On ne vote pas comme on choisit un paquet de lessive !
Et voila, c’est reparti. A l’approche du second tour, toutes les méthodes sont bonnes pour inciter les abstentionnistes à franchir le pas comme cette campagne relayée par Guy Birenbaum sur son tout nouveau blog (que je conseille au passage). Parce que vous comprenez, « L’abstentionnisme est un fléau« . Si certains tentent bien de comprendre ou d’expliquer cette tendance, je ne vois pas grand monde s’interroger sur le 2ème effet Kiss Cool de leur appel au vote.
C’est jeudi dernier que cette réflexion a commencé à mûrir dans ma tête. Même si je savais déjà pour qui j’allais voter, j’étais curieux de me rendre à la rencontre publique de Laurent Hénart à Metz. Je comptais aller aussi à celle de Jean-Pierre Masseret le lendemain, j’ai très vite changé d’avis suite à cette expérience.
Récit d’une soirée qui m’a mis mal à l’aise
Je commençais à désespérer, oui parce que le quart d’heure académique là bas n’était pas de 15 minutes mais de 40. Soudain, la musique change, la foule se lève, applaudit, scande le prénom « Laurent ». Un choix judicieux cette salle Braun de Metz. Il s’agit bien ici d’un spectacle : la musique a fait place à la politique, les ados boutonneux aux pro-UMP, Johnny Hallyday à Laurent Hénart.
Face à la foule en délire, l’équipe de Laurent Hénart passe à tour de rôle. Chacun prend le micro pour jouer la composition qu’il a rédigée avec plus ou mieux de talent. Les refrains ont été remplacés par des slogans, des phrases choc.

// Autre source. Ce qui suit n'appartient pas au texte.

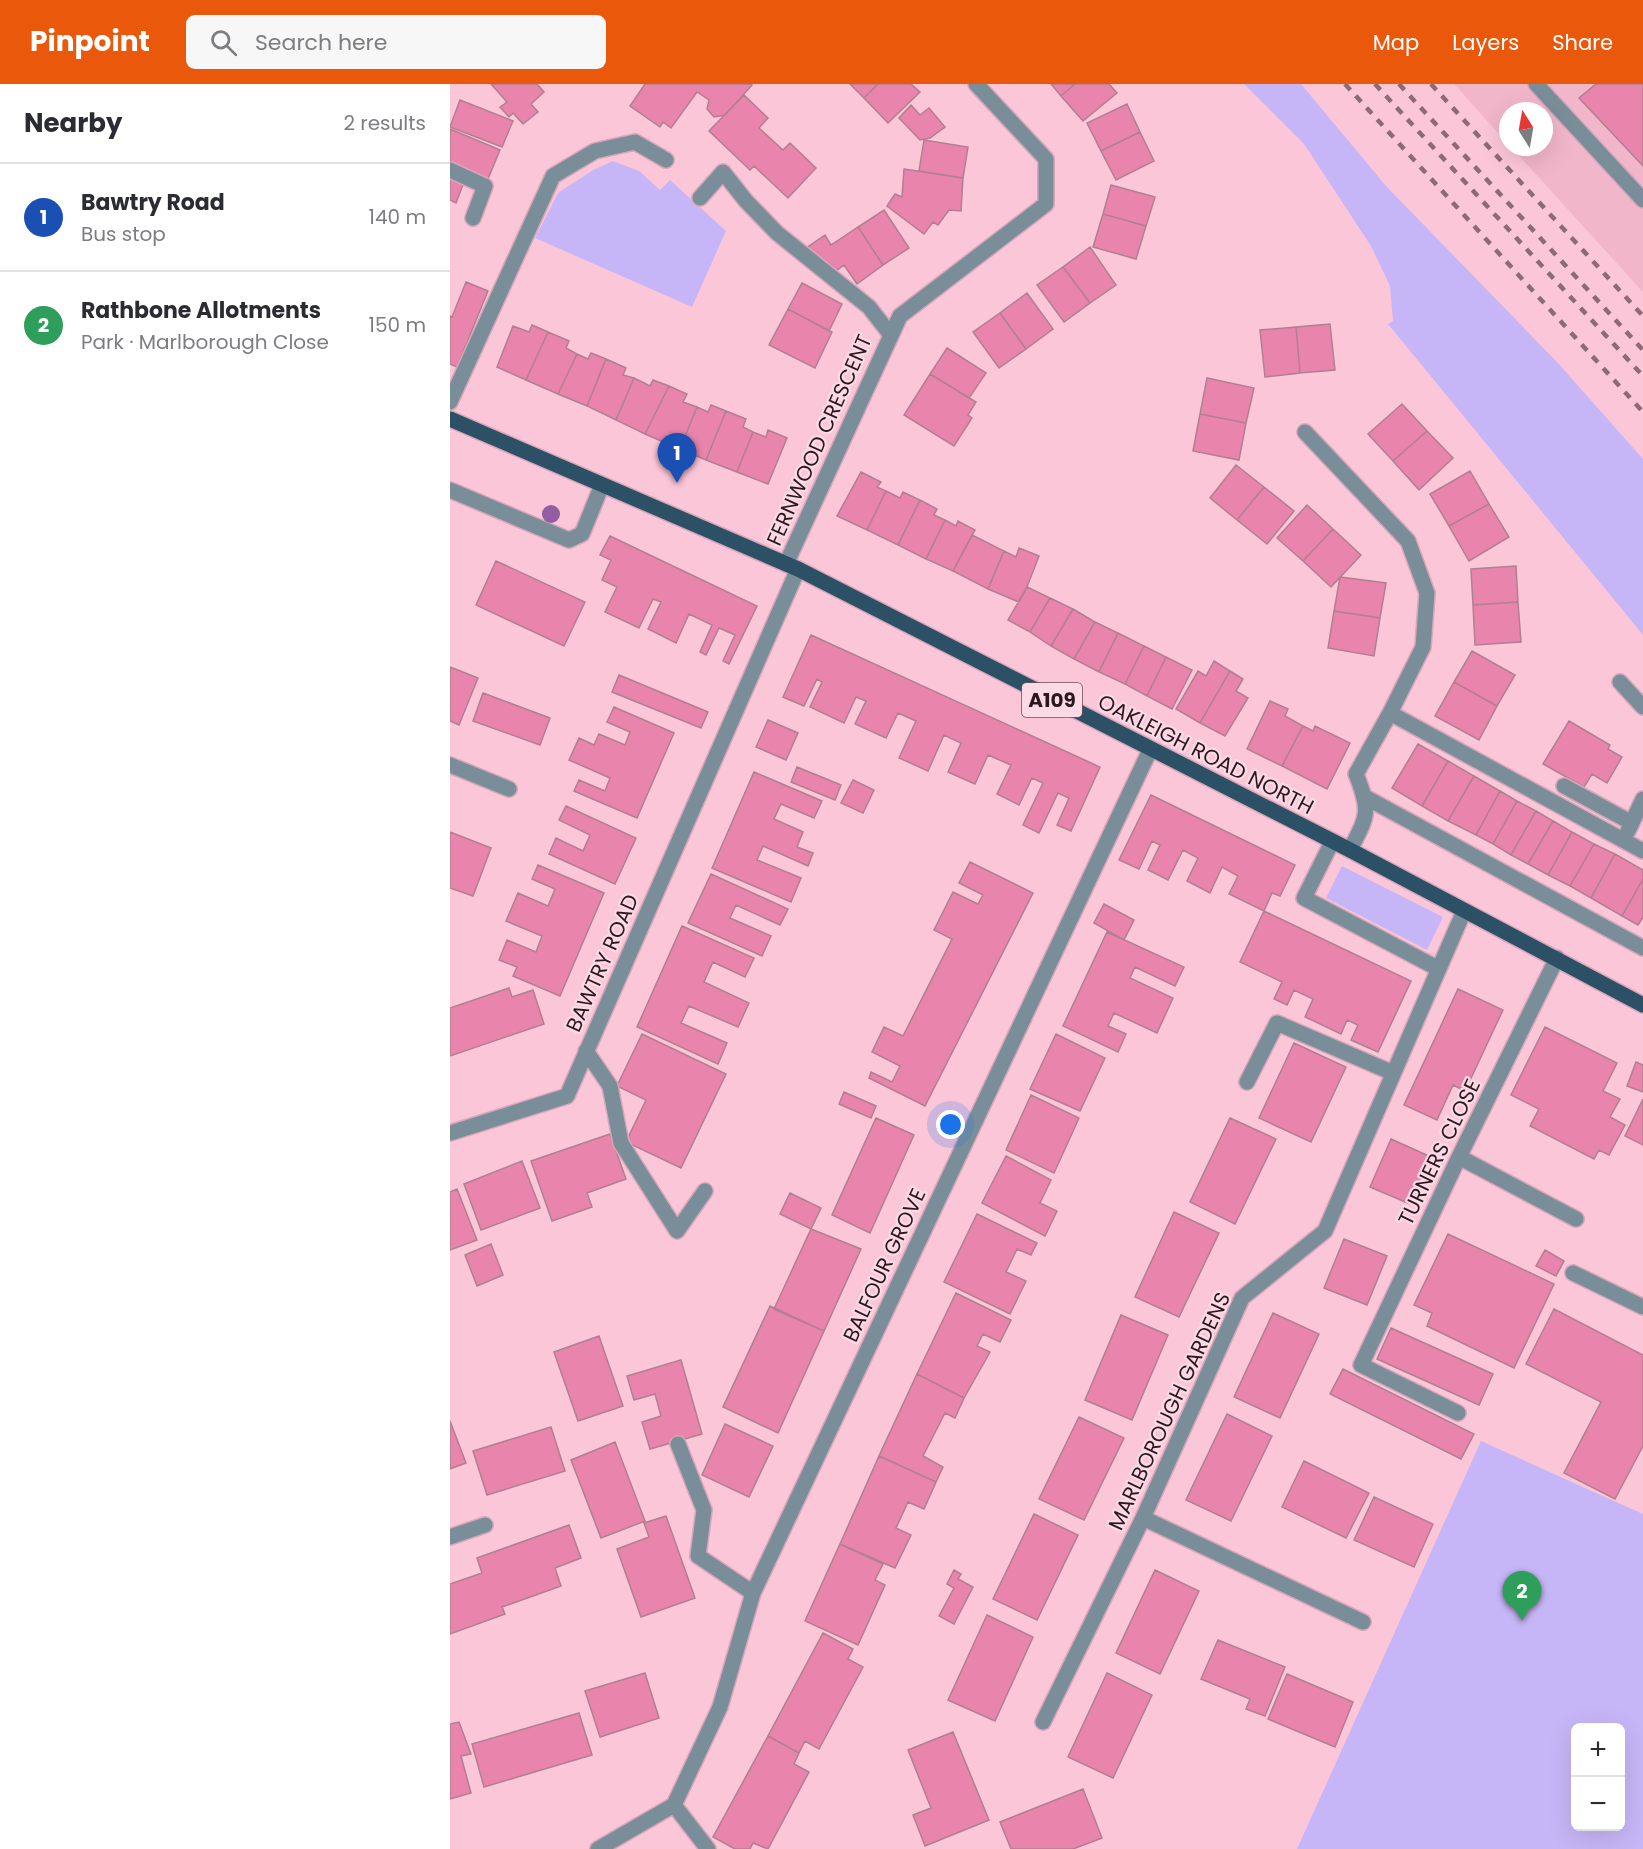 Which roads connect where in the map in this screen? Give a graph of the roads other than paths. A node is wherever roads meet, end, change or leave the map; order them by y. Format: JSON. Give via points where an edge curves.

Des slogans lobotomisants…
En ce lieu, nulle pédagogie. Le temps manque donc il est uniquement question de dire à la foule rassemblée ce qu’elle devra faire, dire et répéter autour d’elle. Oh, pas un long discours, des phrases choc. Qu’elles soient justes ou bancales n’a que peu d’importance, personne dans l’audience n’ira vérifier ce qui est dit, car ce qui est dit est parole d’évangile.
Vous n’avez pas suivi la campagne ? Alors voter n’est pas une évidence !
Toutes ces personnes qui claironnent à tout va l’importance d’aller voter ne veulent pas voir la réalité en face ! Si la démarche consiste à donner quelques slogans qui relèvent plus du marketing que de la politique, alors, je préfère encore que ces cibles votent blanc. Oui, parce que la politique ne doit pas être prise à la légère, il faut s’y intéresser, passer du temps à lire, à écouter les débats (plutôt que ces réunions publiques propagandistes). Oui, le choix lors d’un vote ne doit pas se réduire au choix que l’on ferait d’un paquet de lessive en fonction des publicités qui nous submergent.
Une partie de la solution
Bien sûr, nous ne changerons pas les choses du jour au lendemain. Mais dans un contexte où la tendance est plutôt à donner les outils aux citoyens de demain pour qu’ils aient un esprit critique (démarche scientifique à l’école, compétences TIC, recherche documentaire, validation de l’information, etc.), il est navrant de voir combien la politique est en retard. En incitant nos proches à aller voter à coup de slogan, en quoi leur donnons-nous envie de s’intéresser à la politique ? Lorsque nous n’arrivons pas à admettre à une personne d’un autre parti politique les points de désaccord que nous avons avec le nôtre, comment pouvons-nous être crédible ? La pédagogie amène à l’auto-critique car en expliquant, de façon argumentée et non dogmatique son opinion, on permet à l’autre de l’analyser, de la critiquer de façon constructive. On s’enrichit mutuellement.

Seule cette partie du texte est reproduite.